Moving container on LVM thin volume to smaller storage

wbk

Renowned Member
Oct 27, 2019
227
31
68
Hi all,

I have a container on a thinly provisioned LVM volume. I want to extract the disk that backs the thin volume out of the system running Proxmox, but run into the issue that thin volumes don't support shrinking.

After moving stuff out of the way, there is a lot of air in the container, but the thin volume is, of course, still the original size. Some (approximate) numbers :
  • PV / VG backing the thin pool : 7,3 TiB
    • Thin pool : 4,5 TiB
    • The containers thin volume : 3,6 TiB
  • Container :
    • Size of the file system : 3,6 TiB
    • Actual storage used: 0,5 TiB
  • Available target for moving : 3,5 TiB disk
It's quite close, but the target disk is a few tens of GB short.

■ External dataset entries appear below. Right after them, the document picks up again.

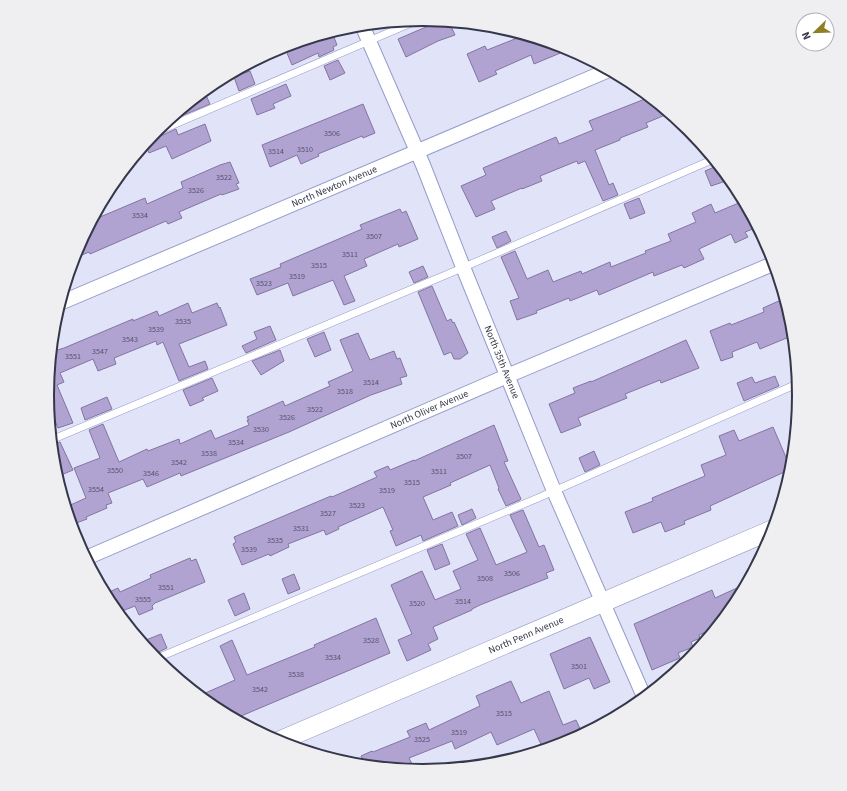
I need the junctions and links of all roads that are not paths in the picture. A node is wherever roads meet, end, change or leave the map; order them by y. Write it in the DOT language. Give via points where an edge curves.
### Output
graph roads {
  1 [pos="402,27"];
  2 [pos="364,31"];
  3 [pos="368,41"];
  4 [pos="603,73"];
  5 [pos="172,125"];
  6 [pos="417,152"];
  7 [pos="709,161"];
  8 [pos="769,266"];
  9 [pos="463,268"];
  10 [pos="67,300"];
  11 [pos="507,376"];
  12 [pos="793,386"];
  13 [pos="56,438"];
  14 [pos="554,491"];
  15 [pos="767,532"];
  16 [pos="91,556"];
  17 [pos="602,603"];
  18 [pos="161,656"];
  19 [pos="642,693"];
  20 [pos="286,738"];
  1 -- 3 [label="lane"];
  2 -- 3 [label="street, North 35th Avenue"];
  3 -- 5 [label="lane"];
  3 -- 6 [label="street, North 35th Avenue"];
  4 -- 6 [label="street, North Newton Avenue"];
  6 -- 9 [label="street, North 35th Avenue"];
  6 -- 10 [label="street, North Newton Avenue"];
  7 -- 9 [label="lane"];
  8 -- 11 [label="street, North Oliver Avenue"];
  9 -- 11 [label="street, North 35th Avenue"];
  9 -- 13 [label="lane"];
  11 -- 14 [label="street, North 35th Avenue"];
  11 -- 16 [label="street, North Oliver Avenue"];
  12 -- 14 [label="lane"];
  14 -- 17 [label="street, North 35th Avenue"];
  14 -- 18 [label="lane"];
  15 -- 17 [label="main road, North Penn Avenue"];
  17 -- 19 [label="street, North 35th Avenue"];
  17 -- 20 [label="main road, North Penn Avenue"];
}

I ran a short test to see whether Proxmox refuses to move the container to a target that is too small. It will diligently start moving.

What are my options, while also minimizing downtime?

  • I have backups, but I suspect restoring such a backup will run into the same problem eventually as moving the volume (to be tested, after I have a backup of the new smaller size)
  • The container used about 3,3 TiB before moving data elsewhere. The last 0,3 TiB are, I presume, never used or claimed by LVM. I would not lose extends that got data if the container got cut off at 3,5 TiB, but LVM will probably stress over losing integrity
  • File level move to a new container may work
    • create a new 0,7 TiB container on target storage
    • shutdown both containers
    • mount the filesystems on the host
    • rsync from the existing container to the new one
    • comes with downtime
  • I don't really have an option at the moment to put larger disks in the system, nor is the container expected to grow to its old size anymore

My plan is to:
  • shutdown the container, resize2fs to shrink the filesystem
  • create a backup of the container with the large amount of unused space
  • restore to the smaller HDD on a regular logical volume
  • in case the restore does not fail, continue
  • fsck.ext4 the file system (it's probably confused about the missing tail of the filesystem)
  • check whether the container boots, shutdown
  • resize2fs the file system (shrink to some 0,7 TiB)
  • lvresize -r the volume to some 0,7 TiB
  • see whether the container still boots, shutdown
  • rsync the delta from the running original running container since creating the backup
  • shutdown both containers, rsync once more
  • boot the new container
Can be said upfront that this is not going to work? In case it might work, which part is highest risk? Suggestions or improvements?
 
Last edited:
Update, unexpected failure at step 1,

My plan is to:
  • shutdown the container, resize2fs to shrink the filesystem

While logged in to the host, with the container shut down, I resized the FS in the LV to 600 GB:

Bash:
# fsck.ext4 /dev/mapper/allerlei-vm--104--disk--0
e2fsck 1.47.0 (5-Feb-2023)
/dev/mapper/allerlei-vm--104--disk--0: clean, 5198085/244908032 files, 113790776/979632128 blocks
# resize2fs -p -z 20260311_resize2fs-device.e2undo /dev/mapper/allerlei-vm--104--disk--0 600G
resize2fs 1.47.0 (5-Feb-2023)
Overwriting existing filesystem; this can be undone using the command:
    e2undo 20260311_resize2fs-device.e2undo /dev/mapper/allerlei-vm--104--disk--0

Please run 'e2fsck -f /dev/mapper/allerlei-vm--104--disk--0' first.
# e2fsck -f /dev/mapper/allerlei-vm--104--disk--0
e2fsck 1.47.0 (5-Feb-2023)
Pass 1: Checking inodes, blocks, and sizes
Inode 46012422 extent tree (at level 2) could be narrower.  Optimize<y>? no
Inode 46039626 extent tree (at level 2) could be narrower.  Optimize<y>? no
Pass 2: Checking directory structure
Pass 3: Checking directory connectivity
Pass 4: Checking reference counts
Pass 5: Checking group summary information

Booting the container afterwards an checking the size of the filesystem, I was in for a surprise:

Code:
# # (in the container)
# df -h
Filesystem                             Size  Used Avail Use% Mounted on
/dev/mapper/allerlei-vm--104--disk--0  3.6T  374G  3.1T  11% /

It still is 3.6 T , with only 374 G used. I had expected the size of the of the filesystem to be 600 G.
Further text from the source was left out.